Uriel no podía creer lo que veían sus ojos. Habían salido a recorrer las calles de Arenga con la idea de ingresar a algunos monoambientes y montar el pequeño acto circense de protesta. Pero en el primer habitáculo en el que ingresaron el resultado fue inesperado. La persona que vivía allí, un señor cincuentón de aspecto inteligente apellidado Rotting, los observó desde un principio. Ya el frío no era el elemento que usaban para salir del monocromo habitual, sino que ahora Uriel y Moro se golpeaban. Lo hacían salvajemente. Una lucha, situación que ya era ajena a la civilización actual. Rotting, a pesar de su elevado CI, no entendía nada. Al observar el vivo color rojo de la sangre y los desesperados movimientos de ambos, que producían un show de contrastes sin precedentes en la vida moderna, no aguantó más y cayó al suelo. Comenzó a sacudirse con violentos espasmos. Uriel Manzón frenó un puñetazo de Moro y le indicó que mirara al hombre. Espuma verdosa brotaba de su boca, por lo que los manifestantes pasaron de montar el show a observarlo. Y lo que veían, lejos de tranquilizarlos o afectarles, los motivó. Gozaban con lo que percibían. Desde la abolición del deseo sexual por ser considerado perturbador del nivel de perceptibilidad ambiente, eran los primeros que gozaban. Ahora sabían certeramente que debían continuar con su lucha y llevarla al límite de las posibilidades: el deseo y el placer los motivaba.


El doctor Raven bebió un sorbo de agua. Como todo lo que se ingería en la época moderna, era insípida. ¿O sería que el hombre había perdido su sentido del gusto como otra de las consecuencias de la homogeneización de las percepciones? Reven dejó sus cavilaciones y procedió, ante los todavía enmudecidos funcionarios:
- He de informarles que en exactamente quince minutos comenzará el período "pseudo" de los integrantes menos capacitados de la sociedad. Las medidas de seguridad de las últimas horas han demostrado ser efectivas. Ningún otro acto criminal ha sido llevado a cabo por estos manifestantes de Arenga.

Uriel y Moro estaban nerviosos. Ya habían hecho esto antes. Pero ahora lo harían en un lugar singular, donde ningún trabajador de jornada completa había entrado nunca. Sólo los separaban de su objetivo máximo un par de guardias. Pero debían apurarse. Se les acaba el tiempo, tiempo en el que eran amos y señores de sus propios "cuerpos".
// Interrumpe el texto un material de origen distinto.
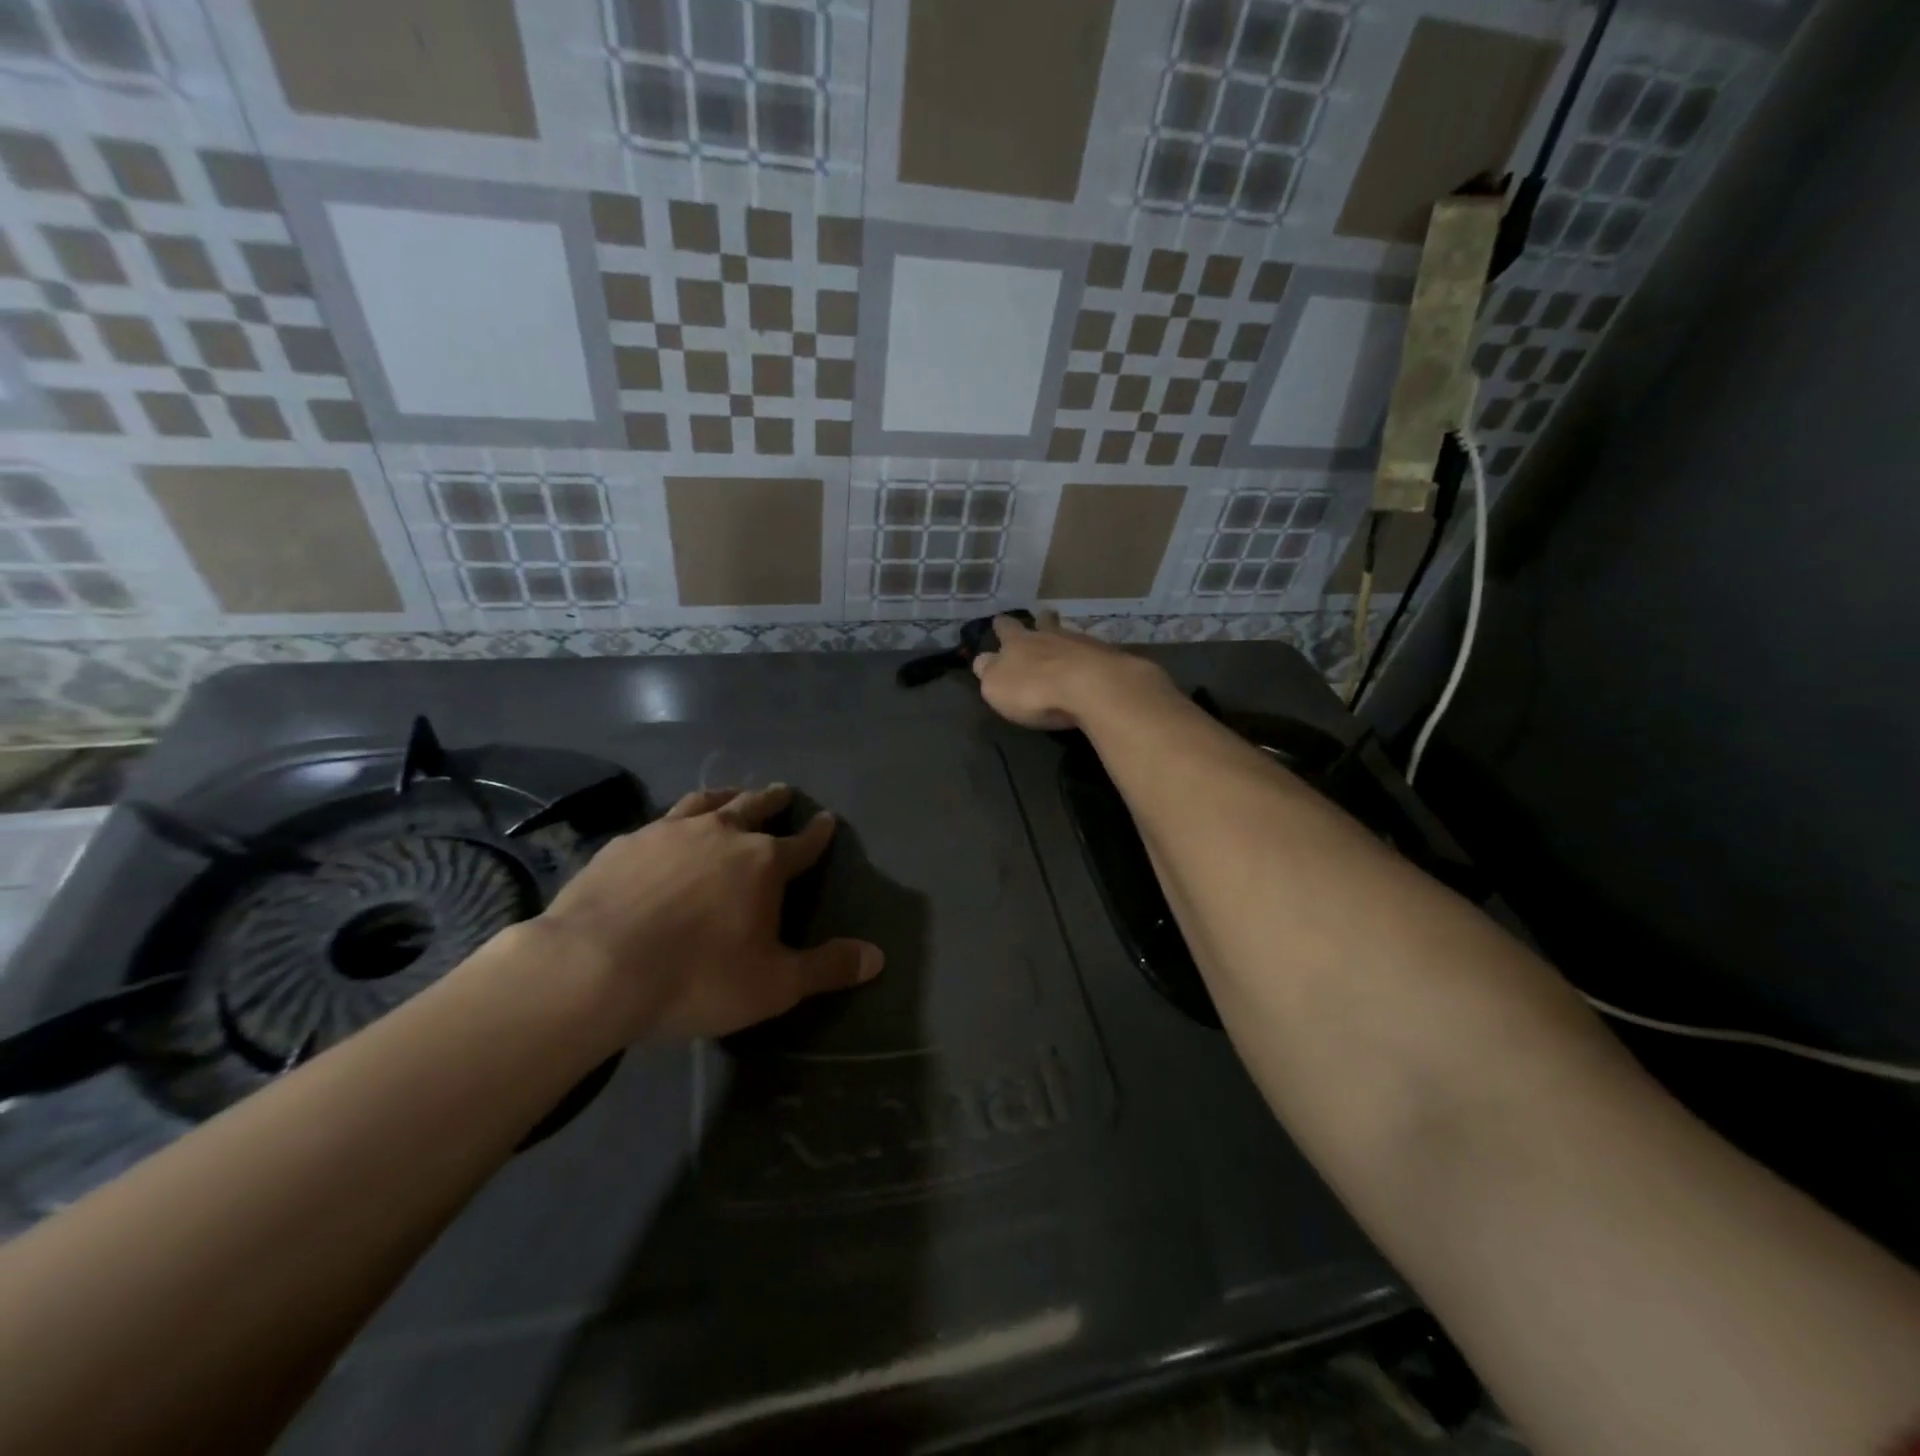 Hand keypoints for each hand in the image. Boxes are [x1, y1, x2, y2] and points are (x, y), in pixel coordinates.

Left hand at [530, 785, 882, 1044]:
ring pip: (707, 803)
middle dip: (774, 801)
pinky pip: (661, 819)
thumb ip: (827, 967)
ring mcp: (669, 832)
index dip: (819, 834)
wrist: (594, 968)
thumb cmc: (697, 977)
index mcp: (763, 863)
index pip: (803, 844)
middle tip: (784, 792)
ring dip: (726, 796)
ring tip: (733, 793)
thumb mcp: (774, 985)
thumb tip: (878, 957)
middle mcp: (721, 835)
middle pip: (755, 808)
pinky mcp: (627, 843)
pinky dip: (676, 818)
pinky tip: (667, 828)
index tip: (828, 821)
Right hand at [971, 611, 1172, 730]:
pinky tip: (1091, 664)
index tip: (999, 620)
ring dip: (1065, 638)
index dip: (1001, 626)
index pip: (1005, 629)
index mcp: (1017, 642)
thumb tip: (983, 661)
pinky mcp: (1108, 657)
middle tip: (1042, 616)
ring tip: (1066, 641)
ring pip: (1069, 634)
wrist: (1091, 686)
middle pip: (1043, 623)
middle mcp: (1049, 636)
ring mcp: (1081, 643)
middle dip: (1040, 620)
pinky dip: (1089, 656)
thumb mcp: (996, 686)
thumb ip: (988, 672)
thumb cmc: (1034, 689)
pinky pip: (1094, 652) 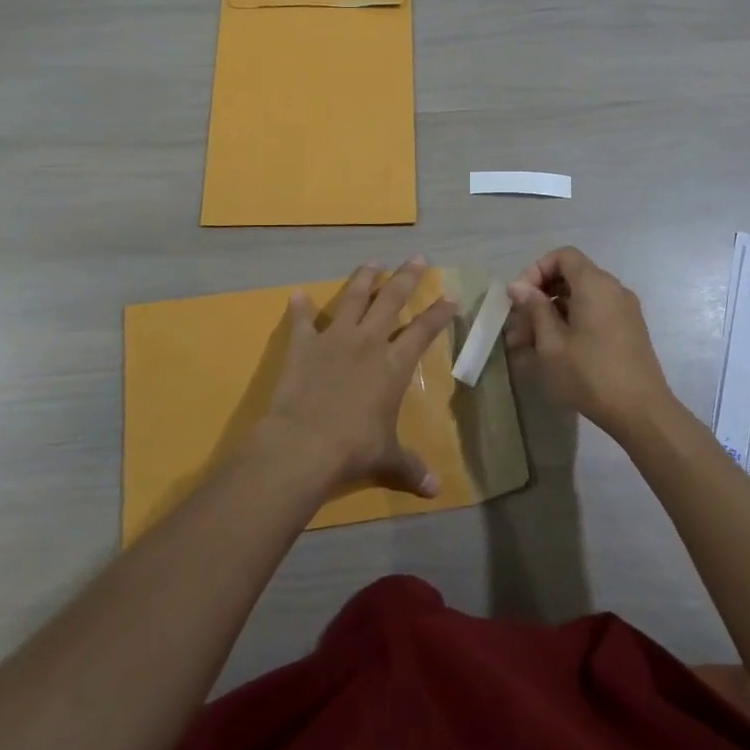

-Bueno señores, ha sido una jornada larga y con algunos problemillas. Esperemos contar en una horas con las descripciones de los manifestantes. Ha habido un muerto y resulta menester resolver el conflicto. El SIS no debe extenderse ya que.. -Reven calló ante un fuerte ruido proveniente de la entrada del Auditorio. A pesar de la oscuridad, podía atisbar un fuerte color rojo que danzaba ante sus ojos. El color de la sangre, sangre que había sido olvidada por la mecanización de los hospitales. Atinó a observar el medidor de perceptibilidad ambiente. Nunca había visto un índice tan elevado. Se sentía mal. Cayó muerto, con el evolucionado cerebro fundido. Había sentido, y fue fulminante. Algunos nacían para sentir. Otros no.